▸ **Aim of the task**
Each line of the records that includes "Шагова" should be found and copied.

§ §

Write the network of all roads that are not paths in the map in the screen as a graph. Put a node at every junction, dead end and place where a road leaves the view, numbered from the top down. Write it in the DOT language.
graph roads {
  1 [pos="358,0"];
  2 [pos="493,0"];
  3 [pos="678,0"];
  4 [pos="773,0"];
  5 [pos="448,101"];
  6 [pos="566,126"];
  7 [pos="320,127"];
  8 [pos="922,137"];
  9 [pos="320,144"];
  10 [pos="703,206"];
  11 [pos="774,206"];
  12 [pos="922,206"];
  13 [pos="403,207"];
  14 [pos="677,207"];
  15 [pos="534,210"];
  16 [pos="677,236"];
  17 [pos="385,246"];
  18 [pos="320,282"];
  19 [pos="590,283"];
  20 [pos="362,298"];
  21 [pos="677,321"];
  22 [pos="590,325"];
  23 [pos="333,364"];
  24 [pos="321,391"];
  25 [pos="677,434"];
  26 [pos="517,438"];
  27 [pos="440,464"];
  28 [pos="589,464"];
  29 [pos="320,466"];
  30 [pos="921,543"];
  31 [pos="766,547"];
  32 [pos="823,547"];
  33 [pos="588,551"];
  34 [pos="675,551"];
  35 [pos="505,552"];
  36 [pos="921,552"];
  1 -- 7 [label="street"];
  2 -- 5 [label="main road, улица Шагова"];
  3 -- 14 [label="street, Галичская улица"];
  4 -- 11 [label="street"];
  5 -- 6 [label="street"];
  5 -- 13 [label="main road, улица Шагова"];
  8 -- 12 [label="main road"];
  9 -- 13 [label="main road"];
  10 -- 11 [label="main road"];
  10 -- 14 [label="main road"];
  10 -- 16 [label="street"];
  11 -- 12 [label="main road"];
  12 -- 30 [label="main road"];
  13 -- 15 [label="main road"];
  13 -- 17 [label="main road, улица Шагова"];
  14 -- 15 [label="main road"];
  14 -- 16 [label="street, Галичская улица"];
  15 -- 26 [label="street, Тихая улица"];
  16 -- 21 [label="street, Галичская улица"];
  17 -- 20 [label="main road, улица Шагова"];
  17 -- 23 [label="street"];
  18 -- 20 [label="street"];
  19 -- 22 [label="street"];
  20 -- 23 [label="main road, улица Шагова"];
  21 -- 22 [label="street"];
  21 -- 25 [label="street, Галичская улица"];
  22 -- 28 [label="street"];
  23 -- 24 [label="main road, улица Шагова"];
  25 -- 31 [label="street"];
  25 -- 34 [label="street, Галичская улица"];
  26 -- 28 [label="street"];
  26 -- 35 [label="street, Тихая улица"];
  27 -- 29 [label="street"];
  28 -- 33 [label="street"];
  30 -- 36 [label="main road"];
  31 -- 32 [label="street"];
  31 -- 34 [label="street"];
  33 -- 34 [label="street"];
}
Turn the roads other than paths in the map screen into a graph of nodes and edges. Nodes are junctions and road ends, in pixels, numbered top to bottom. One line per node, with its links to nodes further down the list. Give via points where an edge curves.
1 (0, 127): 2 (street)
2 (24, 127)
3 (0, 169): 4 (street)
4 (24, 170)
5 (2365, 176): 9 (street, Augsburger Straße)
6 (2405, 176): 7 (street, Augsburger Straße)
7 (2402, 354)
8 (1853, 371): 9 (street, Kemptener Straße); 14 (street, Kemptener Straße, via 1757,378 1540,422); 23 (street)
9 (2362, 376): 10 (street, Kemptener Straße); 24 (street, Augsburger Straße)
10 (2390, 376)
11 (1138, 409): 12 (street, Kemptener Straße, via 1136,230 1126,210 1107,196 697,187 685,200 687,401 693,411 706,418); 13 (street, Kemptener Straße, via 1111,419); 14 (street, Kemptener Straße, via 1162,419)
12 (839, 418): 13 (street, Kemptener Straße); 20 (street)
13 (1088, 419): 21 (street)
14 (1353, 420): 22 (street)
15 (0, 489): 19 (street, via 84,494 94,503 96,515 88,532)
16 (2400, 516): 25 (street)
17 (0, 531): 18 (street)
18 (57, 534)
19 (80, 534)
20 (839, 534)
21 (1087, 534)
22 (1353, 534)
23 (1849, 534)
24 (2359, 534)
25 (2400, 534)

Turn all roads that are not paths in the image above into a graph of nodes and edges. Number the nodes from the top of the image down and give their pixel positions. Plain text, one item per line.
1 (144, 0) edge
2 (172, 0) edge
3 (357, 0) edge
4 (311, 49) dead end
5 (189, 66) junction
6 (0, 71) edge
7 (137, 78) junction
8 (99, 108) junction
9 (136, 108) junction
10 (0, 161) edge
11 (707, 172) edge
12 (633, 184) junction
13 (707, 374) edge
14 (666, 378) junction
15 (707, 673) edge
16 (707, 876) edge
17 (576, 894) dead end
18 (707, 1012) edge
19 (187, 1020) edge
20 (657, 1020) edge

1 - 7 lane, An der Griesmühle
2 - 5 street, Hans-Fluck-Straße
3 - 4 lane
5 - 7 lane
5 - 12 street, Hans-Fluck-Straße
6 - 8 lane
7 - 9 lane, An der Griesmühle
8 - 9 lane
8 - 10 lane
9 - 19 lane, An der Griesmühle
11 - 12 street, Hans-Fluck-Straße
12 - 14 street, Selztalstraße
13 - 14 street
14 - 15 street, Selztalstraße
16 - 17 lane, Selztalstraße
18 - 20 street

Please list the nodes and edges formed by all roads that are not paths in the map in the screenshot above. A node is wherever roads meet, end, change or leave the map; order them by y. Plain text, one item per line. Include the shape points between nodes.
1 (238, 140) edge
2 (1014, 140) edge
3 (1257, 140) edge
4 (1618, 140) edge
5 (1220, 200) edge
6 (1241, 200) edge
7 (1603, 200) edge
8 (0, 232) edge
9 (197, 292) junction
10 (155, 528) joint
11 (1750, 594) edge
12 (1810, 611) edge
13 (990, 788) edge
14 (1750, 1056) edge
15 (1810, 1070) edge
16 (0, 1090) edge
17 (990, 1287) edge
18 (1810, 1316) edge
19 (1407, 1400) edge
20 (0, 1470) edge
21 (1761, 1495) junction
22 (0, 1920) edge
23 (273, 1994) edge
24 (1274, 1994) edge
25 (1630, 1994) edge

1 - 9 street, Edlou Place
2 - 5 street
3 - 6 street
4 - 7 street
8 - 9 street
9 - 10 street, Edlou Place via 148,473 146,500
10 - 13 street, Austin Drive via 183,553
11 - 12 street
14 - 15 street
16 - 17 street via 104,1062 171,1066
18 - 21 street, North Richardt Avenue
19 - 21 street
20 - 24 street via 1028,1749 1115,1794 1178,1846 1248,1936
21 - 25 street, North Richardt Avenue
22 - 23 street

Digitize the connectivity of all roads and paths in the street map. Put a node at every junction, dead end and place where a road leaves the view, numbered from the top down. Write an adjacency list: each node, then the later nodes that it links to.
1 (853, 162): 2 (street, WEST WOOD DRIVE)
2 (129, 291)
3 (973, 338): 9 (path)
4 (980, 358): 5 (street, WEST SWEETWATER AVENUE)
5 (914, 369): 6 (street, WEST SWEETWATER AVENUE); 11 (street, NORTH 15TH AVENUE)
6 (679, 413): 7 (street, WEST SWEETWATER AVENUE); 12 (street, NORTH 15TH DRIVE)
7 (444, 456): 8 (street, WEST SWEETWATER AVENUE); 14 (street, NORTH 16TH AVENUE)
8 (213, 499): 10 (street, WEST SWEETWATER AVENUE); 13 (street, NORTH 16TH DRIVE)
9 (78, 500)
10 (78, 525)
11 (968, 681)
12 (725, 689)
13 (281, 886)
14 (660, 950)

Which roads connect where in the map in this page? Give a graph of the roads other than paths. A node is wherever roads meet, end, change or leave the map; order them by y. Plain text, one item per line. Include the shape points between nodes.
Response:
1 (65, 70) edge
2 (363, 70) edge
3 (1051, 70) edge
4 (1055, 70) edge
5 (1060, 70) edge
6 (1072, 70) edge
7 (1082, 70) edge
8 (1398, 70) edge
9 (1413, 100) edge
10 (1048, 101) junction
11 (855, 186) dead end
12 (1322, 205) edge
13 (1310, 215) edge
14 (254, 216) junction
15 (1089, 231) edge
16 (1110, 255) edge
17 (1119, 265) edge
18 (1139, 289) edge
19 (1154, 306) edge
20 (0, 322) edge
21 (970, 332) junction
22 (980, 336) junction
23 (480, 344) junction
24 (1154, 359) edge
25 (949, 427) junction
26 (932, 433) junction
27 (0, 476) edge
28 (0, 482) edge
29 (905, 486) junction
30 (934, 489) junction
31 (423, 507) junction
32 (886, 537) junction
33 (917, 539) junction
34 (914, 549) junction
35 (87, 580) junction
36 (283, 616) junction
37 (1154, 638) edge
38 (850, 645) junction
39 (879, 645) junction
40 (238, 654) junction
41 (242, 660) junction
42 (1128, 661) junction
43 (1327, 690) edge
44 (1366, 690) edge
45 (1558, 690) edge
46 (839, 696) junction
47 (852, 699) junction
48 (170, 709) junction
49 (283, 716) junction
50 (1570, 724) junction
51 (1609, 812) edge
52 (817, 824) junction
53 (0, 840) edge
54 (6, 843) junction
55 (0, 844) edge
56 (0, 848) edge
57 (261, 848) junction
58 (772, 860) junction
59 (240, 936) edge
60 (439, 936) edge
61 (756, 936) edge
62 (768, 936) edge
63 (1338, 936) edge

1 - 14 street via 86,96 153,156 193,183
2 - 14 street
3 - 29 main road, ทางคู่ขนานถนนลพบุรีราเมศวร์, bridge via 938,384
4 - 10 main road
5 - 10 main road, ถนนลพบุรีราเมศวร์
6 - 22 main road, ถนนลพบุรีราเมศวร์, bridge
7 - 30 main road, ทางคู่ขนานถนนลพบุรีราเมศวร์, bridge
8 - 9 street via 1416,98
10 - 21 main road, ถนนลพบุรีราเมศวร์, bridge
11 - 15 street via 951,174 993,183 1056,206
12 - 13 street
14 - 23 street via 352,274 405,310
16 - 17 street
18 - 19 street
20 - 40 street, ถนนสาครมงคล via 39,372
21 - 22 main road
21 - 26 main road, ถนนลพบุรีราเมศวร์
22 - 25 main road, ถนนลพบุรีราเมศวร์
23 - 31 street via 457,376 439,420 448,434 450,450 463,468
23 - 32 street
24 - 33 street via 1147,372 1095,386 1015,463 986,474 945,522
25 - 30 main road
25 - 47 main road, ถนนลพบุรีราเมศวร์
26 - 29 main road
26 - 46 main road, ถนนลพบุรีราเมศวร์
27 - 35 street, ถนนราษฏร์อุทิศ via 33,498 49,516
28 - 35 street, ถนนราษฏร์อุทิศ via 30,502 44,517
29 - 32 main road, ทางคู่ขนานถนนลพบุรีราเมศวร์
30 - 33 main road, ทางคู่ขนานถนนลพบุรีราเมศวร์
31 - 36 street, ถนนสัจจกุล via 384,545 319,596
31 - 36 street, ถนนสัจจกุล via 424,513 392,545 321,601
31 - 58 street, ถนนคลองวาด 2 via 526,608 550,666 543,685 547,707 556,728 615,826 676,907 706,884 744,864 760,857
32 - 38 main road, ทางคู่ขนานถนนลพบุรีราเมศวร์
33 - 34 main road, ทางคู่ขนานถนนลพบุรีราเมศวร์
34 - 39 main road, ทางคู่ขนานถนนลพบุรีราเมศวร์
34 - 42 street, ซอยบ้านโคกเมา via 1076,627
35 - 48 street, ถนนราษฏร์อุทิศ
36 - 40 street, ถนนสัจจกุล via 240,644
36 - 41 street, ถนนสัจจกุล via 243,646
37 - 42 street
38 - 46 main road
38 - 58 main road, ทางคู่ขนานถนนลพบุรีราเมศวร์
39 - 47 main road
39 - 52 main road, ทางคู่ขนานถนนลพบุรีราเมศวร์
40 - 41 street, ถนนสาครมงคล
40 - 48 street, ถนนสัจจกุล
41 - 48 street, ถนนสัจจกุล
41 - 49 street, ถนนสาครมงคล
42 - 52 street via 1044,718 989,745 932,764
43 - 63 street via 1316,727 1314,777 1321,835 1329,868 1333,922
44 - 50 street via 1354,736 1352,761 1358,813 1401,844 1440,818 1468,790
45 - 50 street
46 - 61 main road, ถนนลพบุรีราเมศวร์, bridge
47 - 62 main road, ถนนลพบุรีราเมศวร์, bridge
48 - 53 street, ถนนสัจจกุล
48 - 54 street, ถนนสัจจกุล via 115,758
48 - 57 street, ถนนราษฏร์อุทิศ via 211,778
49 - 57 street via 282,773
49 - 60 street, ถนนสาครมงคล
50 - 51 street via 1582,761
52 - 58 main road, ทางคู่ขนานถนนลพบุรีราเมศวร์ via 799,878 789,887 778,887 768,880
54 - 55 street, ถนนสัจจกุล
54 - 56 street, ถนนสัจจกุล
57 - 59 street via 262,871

§ §

▸ **Response area**
  2 -- 5 [label="main road, улица Шагова"];
  5 -- 13 [label="main road, улица Шагова"];
  13 -- 17 [label="main road, улица Шагова"];
  17 -- 20 [label="main road, улица Шагова"];
  20 -- 23 [label="main road, улица Шагова"];
  23 -- 24 [label="main road, улица Шагова"];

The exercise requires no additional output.